Tom Watson, a New York-based Democratic strategist, warned that Harris should remain laser-focused on building an edge in the handful of swing states that will almost certainly determine the winner of the White House.
“Trump (could still) either eke out a slim victory in some of those states or corrupt the counting and certification process,” Watson said. “Democrats have to fight hard on every front. To me, that’s what the tougher-than-you-are Harris speech signified: a deadly seriousness of purpose.”
Political experts traditionally expect each candidate to get a bounce in polls during and after their party’s convention. But the calculus was scrambled this year by the political earthquakes of the assassination attempt on Trump, which caused a brief but intense flood of sympathy, and Biden’s unprecedented decision to pull out of the race on the weekend after the Republican National Convention ended.

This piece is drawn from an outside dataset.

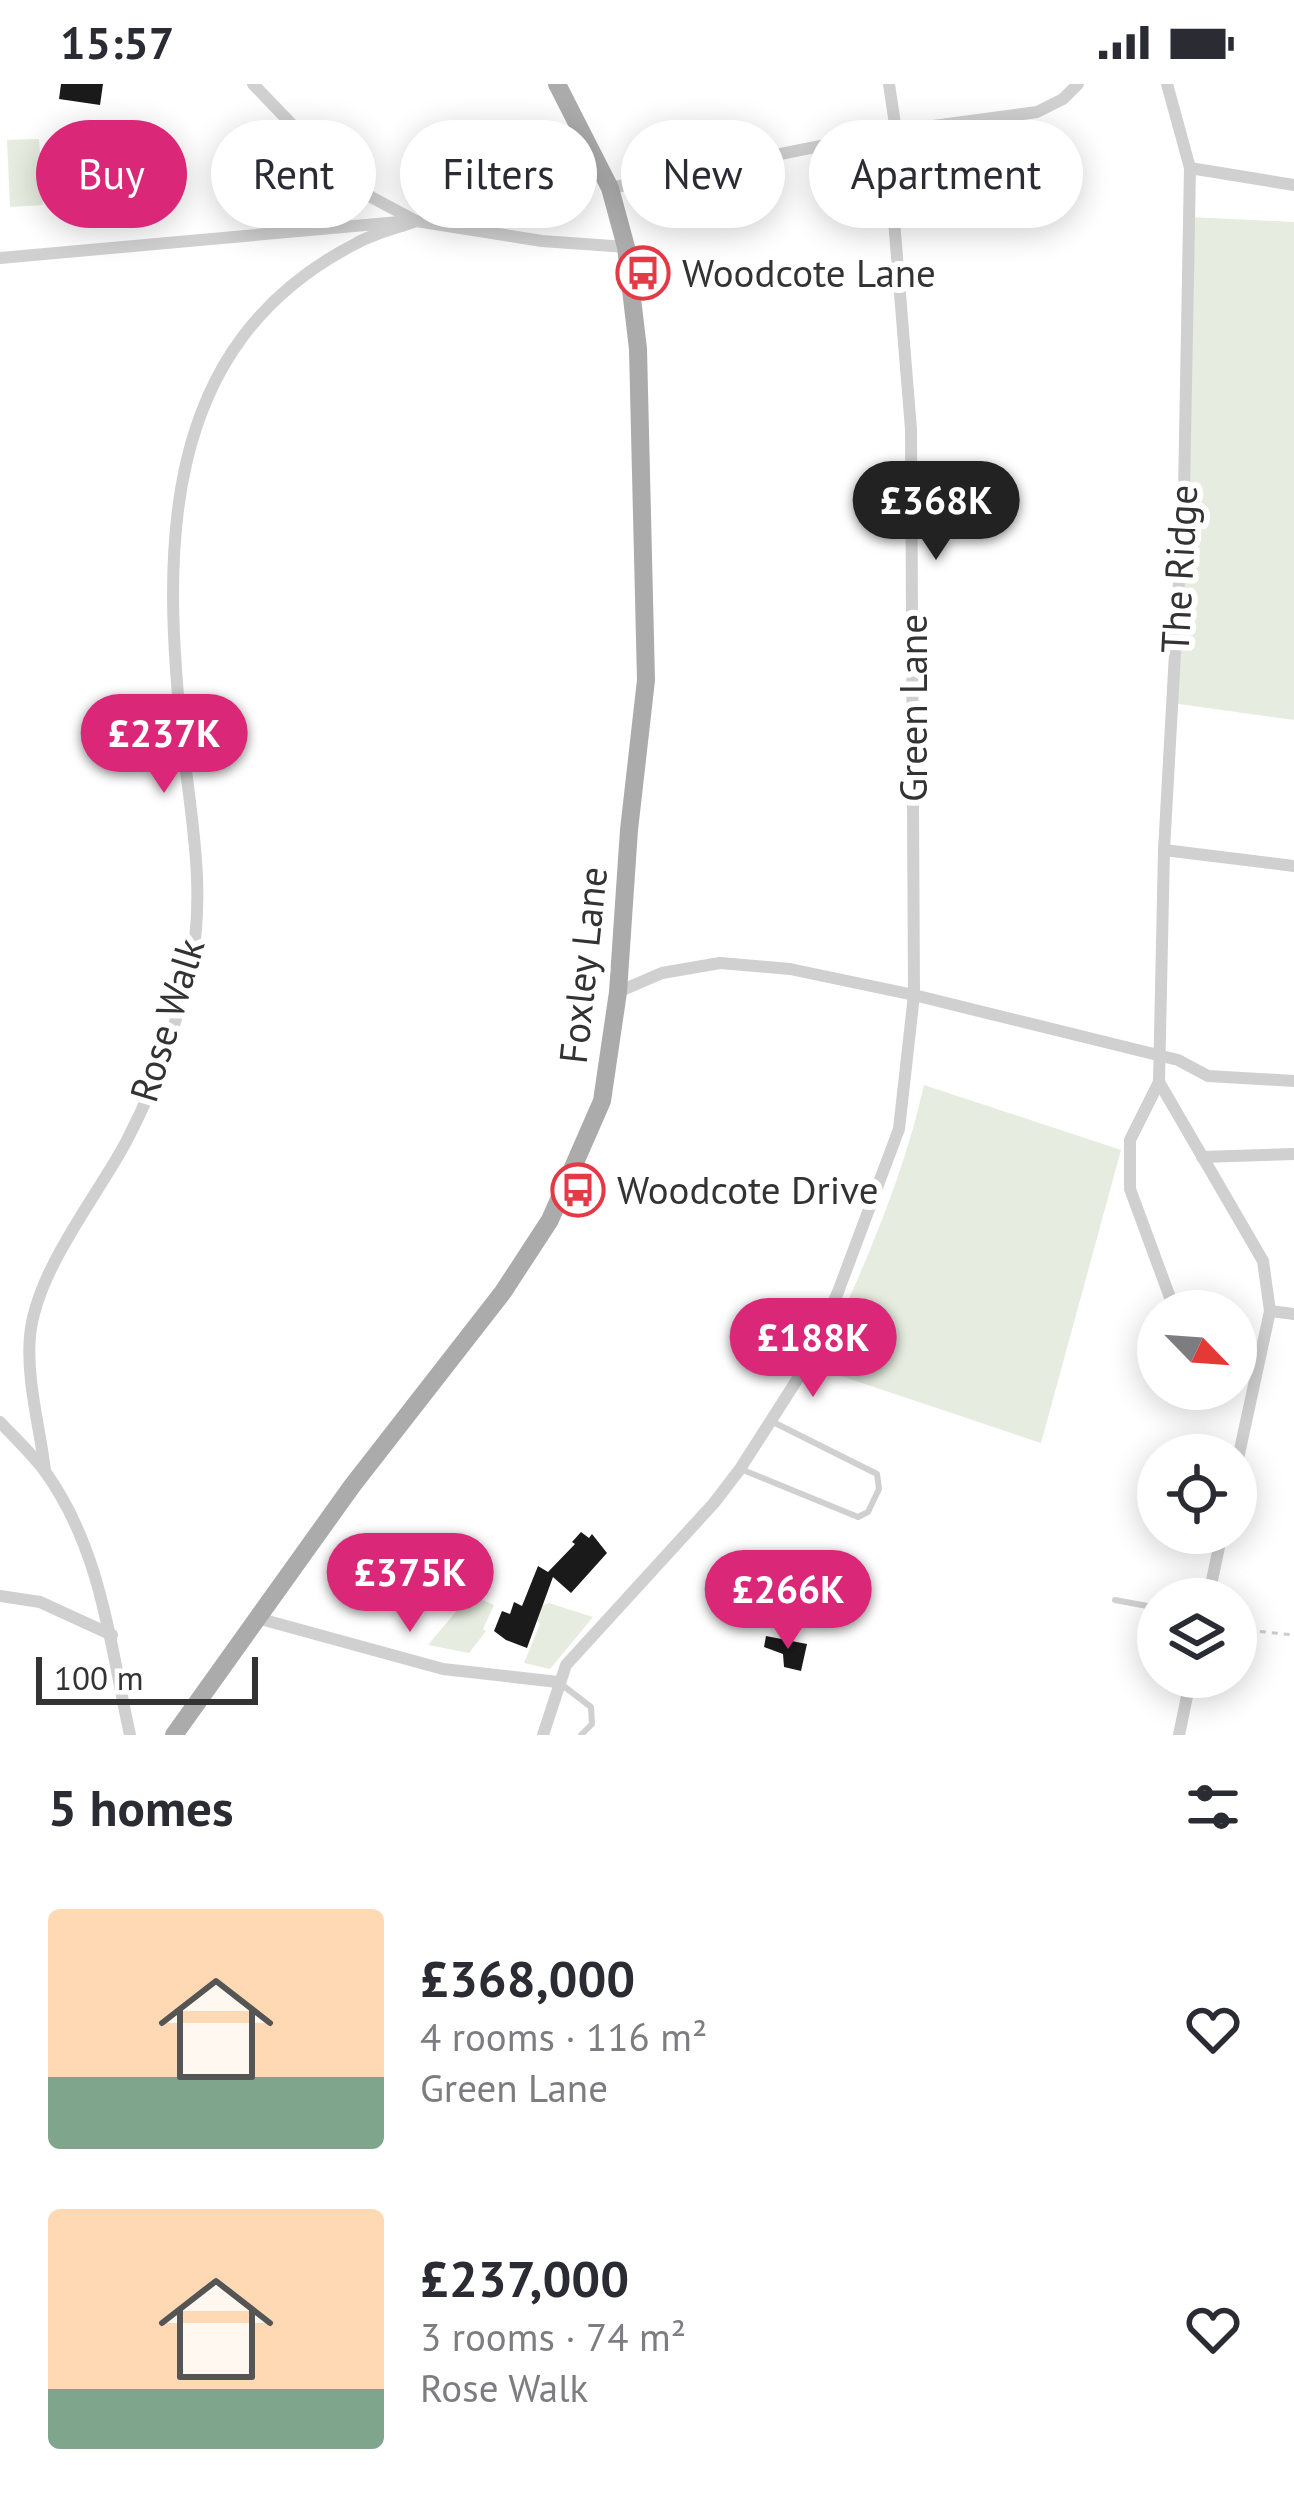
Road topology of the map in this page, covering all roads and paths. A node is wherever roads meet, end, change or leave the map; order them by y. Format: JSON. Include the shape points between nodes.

Harris quickly blunted any momentum Trump may have held with a lightning-quick consolidation of party leaders followed by a series of crowd-pleasing rallies. She struck political gold by picking Tim Walz to be her vice presidential running mate, as he has wowed supporters with his folksy small-town charisma. Then Democrats pulled off a political masterstroke with their convention, deftly managing Biden’s departure from the campaign and enlisting Democratic heavyweights like Hillary Clinton and Barack and Michelle Obama to back Harris.
Harris leaves Chicago with a 2-3% edge in polling averages and slight leads in the Rust Belt’s blue-wall battleground states of Pennsylvania, Michigan and Wisconsin that she needs to win.